» Task
Report every line of the data where the string "Benz" appears.

» Listed records
[Start of section]

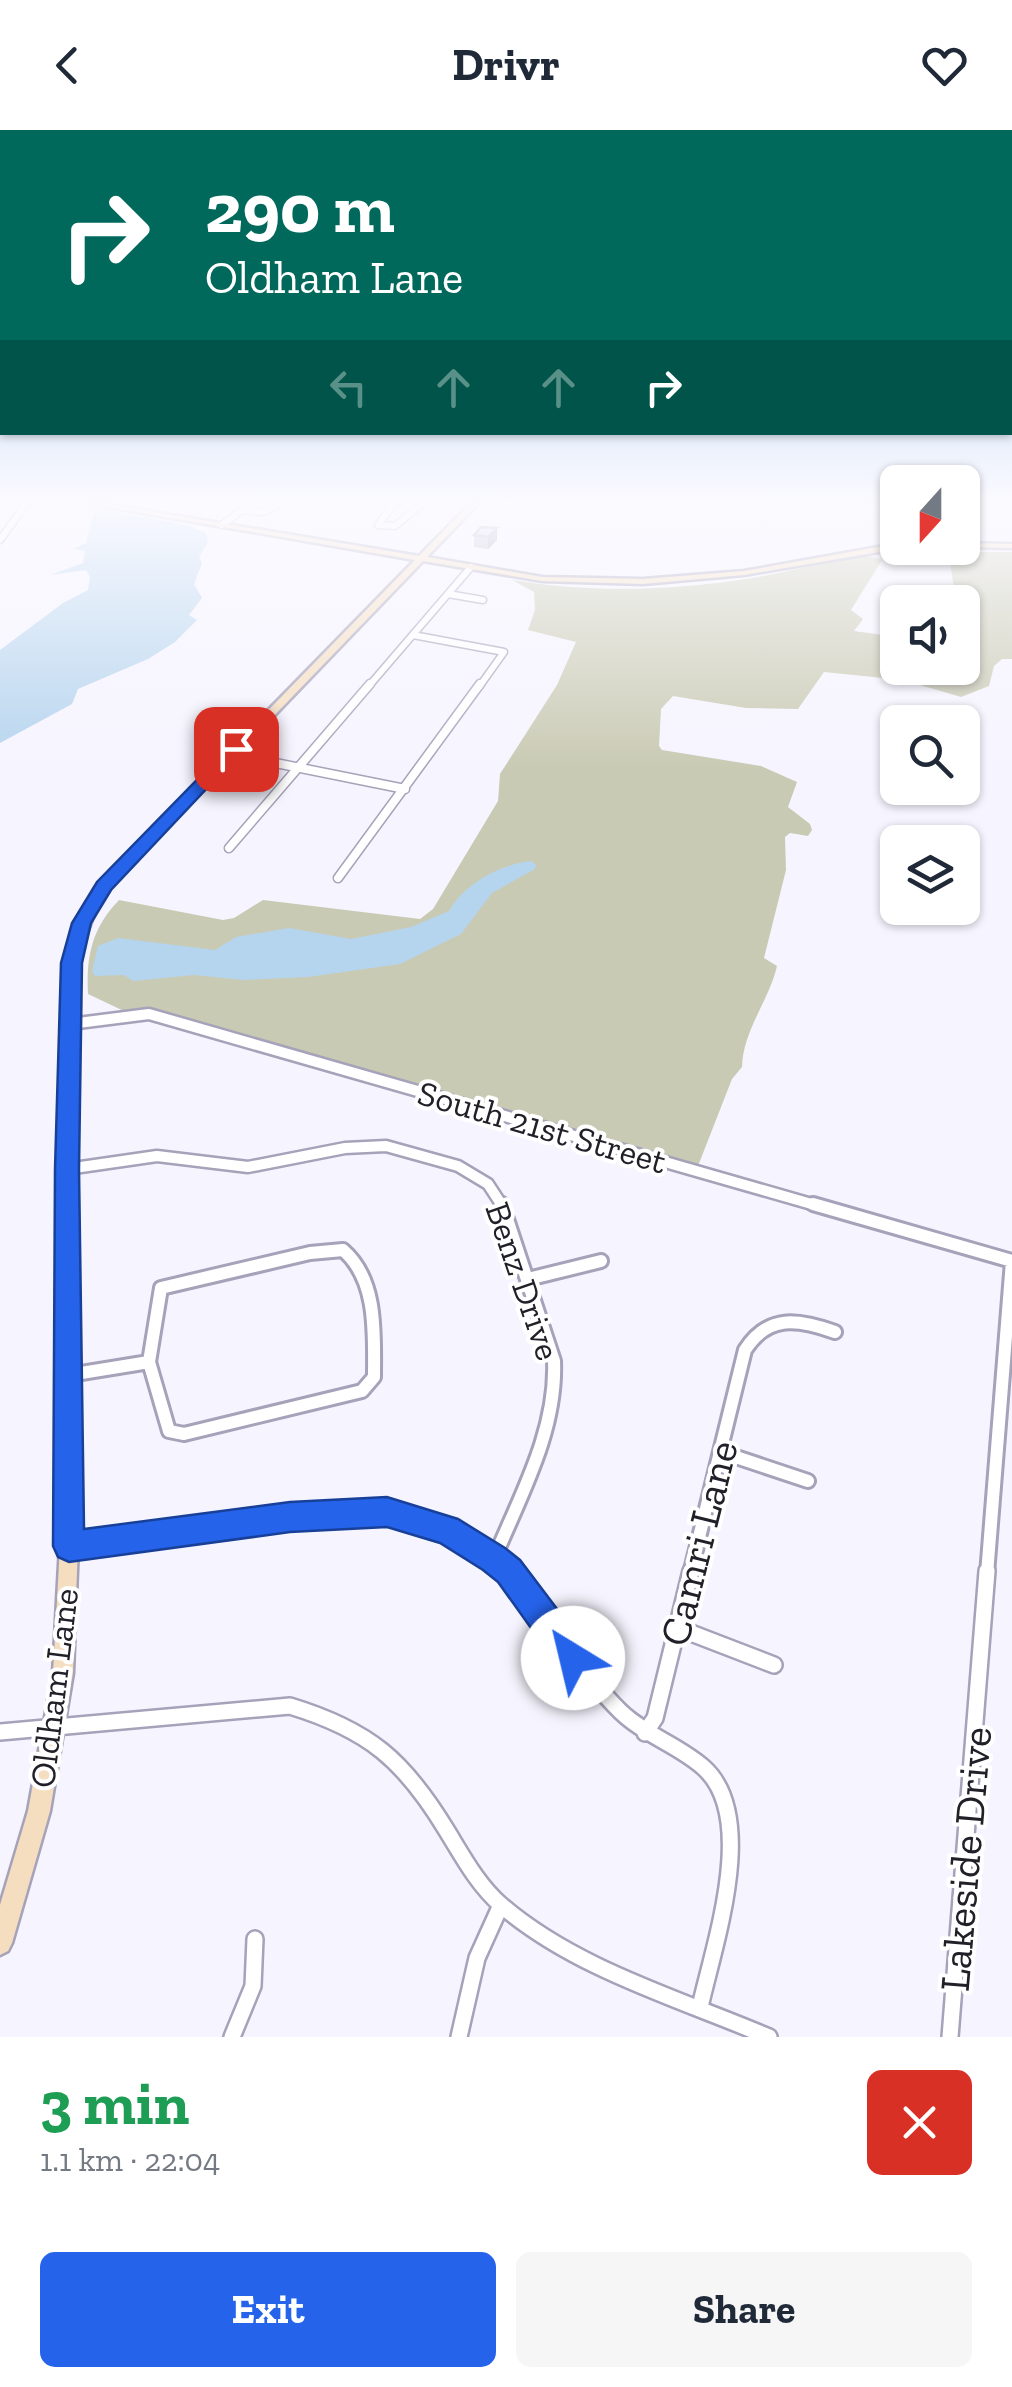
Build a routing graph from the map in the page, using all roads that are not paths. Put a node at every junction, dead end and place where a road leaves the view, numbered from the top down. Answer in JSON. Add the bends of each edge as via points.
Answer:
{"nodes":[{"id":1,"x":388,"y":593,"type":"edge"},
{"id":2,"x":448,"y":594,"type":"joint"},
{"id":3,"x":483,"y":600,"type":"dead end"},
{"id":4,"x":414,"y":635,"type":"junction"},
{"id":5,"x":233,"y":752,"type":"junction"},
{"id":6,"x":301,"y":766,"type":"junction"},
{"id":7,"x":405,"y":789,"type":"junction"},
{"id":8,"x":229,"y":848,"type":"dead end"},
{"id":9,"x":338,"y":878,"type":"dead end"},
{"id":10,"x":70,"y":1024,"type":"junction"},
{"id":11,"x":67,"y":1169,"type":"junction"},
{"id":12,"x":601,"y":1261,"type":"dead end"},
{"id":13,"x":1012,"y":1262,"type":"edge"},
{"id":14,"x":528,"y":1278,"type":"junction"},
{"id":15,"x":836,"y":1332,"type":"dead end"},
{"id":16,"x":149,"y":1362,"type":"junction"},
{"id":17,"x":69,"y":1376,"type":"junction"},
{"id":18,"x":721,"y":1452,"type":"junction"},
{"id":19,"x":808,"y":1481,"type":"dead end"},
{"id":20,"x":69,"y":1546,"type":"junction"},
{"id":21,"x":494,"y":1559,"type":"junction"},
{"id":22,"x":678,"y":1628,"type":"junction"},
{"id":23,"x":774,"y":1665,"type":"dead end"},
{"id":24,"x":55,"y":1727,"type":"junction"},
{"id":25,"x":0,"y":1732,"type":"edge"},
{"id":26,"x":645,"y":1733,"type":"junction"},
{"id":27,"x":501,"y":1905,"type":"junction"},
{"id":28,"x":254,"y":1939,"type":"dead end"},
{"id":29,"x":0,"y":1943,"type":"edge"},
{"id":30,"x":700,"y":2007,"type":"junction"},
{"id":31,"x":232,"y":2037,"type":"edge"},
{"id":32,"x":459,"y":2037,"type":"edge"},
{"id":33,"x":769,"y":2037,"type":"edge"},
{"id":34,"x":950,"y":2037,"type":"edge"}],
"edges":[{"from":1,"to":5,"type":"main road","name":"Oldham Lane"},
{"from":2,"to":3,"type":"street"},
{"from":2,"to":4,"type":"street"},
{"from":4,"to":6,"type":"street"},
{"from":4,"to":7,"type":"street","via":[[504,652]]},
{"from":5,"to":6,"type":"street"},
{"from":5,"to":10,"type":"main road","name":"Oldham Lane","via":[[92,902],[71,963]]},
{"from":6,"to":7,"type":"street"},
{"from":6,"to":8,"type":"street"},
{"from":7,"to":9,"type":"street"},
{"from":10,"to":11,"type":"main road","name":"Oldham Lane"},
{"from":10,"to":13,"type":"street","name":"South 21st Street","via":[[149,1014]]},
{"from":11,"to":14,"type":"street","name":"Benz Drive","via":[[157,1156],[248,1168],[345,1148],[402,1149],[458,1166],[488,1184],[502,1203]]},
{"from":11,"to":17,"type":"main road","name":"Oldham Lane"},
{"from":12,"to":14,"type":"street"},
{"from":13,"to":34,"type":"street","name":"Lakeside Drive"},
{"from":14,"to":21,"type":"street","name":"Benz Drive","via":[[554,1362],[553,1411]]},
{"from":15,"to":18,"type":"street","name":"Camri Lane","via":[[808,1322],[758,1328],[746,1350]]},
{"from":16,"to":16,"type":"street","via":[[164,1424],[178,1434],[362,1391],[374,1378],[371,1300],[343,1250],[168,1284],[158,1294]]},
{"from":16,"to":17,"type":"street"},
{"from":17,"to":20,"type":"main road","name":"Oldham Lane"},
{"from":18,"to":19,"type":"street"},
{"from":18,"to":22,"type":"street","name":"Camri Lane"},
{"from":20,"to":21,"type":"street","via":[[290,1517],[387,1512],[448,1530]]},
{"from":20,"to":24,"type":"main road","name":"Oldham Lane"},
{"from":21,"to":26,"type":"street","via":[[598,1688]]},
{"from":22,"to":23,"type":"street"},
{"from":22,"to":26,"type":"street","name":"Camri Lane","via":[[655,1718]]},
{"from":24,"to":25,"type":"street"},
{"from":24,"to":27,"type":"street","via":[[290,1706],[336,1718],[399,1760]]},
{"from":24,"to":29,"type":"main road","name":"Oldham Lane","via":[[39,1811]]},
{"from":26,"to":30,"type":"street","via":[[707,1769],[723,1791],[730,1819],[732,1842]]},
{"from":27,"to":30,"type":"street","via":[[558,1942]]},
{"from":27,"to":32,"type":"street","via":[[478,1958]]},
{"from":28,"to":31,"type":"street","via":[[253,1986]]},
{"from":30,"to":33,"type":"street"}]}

[End of section]

» Answer box
{"from":11,"to":14,"type":"street","name":"Benz Drive","via":[[157,1156],[248,1168],[345,1148],[402,1149],[458,1166],[488,1184],[502,1203]]},
{"from":14,"to":21,"type":"street","name":"Benz Drive","via":[[554,1362],[553,1411]]},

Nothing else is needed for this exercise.